"The buyer who purchases the right product for the job at the best price is one who is knowledgeable about the product lines. This knowledge comes from experience and from resources such as paper merchants, office supply houses, paper mills and trade organizations," writes author Lawrence A. Wilson in Paper Buying Primer. "However, most buyers don't take full advantage of the available resources."
Weyerhaeuser (www.weyerhaeuser.com) CEO Steve Rogel believes that the new year within a relative new century will also play a role in how paper buyers and sellers choose to operate. "As we enter the 21st century, we find ourselves in the midst of what sailors call sea change—change of a very large magnitude," he describes. "This includes learning how to operate according to a new business system…dovetailing our support staff services…fully integrating our acquisitions…and coping with extremely rapid technological change—or, as we call it internally, adjusting to 'e-time.' Another change we're adjusting to is industry consolidation that dictates that we grow and grow profitably—or be absorbed."
Rogel isn't alone in reevaluating how best to operate in 2002. "International Paper is continuing to streamline and improve its operations," agrees Dillon. "We ran our mills more efficiently in the third quarter. And (last year), we announced the permanent closure of our Erie, PA, mill."

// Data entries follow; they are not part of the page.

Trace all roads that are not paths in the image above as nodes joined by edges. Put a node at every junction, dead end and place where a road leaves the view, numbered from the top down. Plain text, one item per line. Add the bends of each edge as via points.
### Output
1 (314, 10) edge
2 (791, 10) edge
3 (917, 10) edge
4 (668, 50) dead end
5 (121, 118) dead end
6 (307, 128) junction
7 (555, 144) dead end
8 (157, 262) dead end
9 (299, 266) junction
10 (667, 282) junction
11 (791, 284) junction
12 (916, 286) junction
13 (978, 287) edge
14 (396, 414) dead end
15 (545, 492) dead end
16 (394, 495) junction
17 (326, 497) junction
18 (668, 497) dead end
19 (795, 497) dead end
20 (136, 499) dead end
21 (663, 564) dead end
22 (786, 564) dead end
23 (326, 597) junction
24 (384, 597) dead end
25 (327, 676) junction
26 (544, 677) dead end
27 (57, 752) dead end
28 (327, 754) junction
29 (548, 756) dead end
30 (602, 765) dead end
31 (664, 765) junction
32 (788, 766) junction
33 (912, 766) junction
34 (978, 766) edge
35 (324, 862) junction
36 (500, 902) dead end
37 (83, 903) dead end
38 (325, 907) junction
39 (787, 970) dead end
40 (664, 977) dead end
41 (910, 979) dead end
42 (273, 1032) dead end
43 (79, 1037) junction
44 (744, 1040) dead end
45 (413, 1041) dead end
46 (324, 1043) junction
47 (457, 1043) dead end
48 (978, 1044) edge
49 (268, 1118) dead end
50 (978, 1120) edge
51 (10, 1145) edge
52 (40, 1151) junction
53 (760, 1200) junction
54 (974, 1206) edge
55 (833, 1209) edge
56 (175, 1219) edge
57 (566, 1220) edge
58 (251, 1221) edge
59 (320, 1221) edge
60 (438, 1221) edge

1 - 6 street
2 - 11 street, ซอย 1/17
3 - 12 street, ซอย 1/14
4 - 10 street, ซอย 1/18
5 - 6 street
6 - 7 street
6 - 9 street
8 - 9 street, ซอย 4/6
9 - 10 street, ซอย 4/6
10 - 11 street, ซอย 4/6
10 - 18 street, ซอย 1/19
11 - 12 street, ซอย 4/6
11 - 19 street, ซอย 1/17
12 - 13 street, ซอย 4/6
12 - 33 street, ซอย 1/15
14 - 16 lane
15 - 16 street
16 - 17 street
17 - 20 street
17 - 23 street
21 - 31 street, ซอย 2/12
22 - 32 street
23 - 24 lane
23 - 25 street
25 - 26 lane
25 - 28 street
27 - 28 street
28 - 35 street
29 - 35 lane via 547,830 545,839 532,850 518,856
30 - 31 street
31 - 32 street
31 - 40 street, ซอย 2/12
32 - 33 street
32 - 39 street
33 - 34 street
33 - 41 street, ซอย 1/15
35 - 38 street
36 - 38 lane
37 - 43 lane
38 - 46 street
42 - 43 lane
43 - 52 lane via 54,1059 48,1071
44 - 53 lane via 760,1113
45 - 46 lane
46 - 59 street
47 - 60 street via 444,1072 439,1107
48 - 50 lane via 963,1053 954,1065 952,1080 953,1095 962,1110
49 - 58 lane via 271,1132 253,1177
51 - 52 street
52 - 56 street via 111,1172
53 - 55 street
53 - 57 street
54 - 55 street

Compared to third quarter 2000, earnings declined in most paper segments as the impact of the slow economy reduced demand for products used for advertising and print. Forest Products earnings did, however, improve compared to one year ago, notes Dillon. And his company realized higher lumber prices and volumes as a result.
He anticipates trends in early 2002 that mimic those from the last quarters of 2001. "Third-quarter earnings for printing papers were $146 million, up from $119 million in second quarter 2001, as a result of higher coated paper volumes reflecting holiday catalog demand," says Dillon. "European paper results were slightly weaker than the prior quarter, due to the increased slowdown in European economies, which lagged the downturn in the U.S. economy."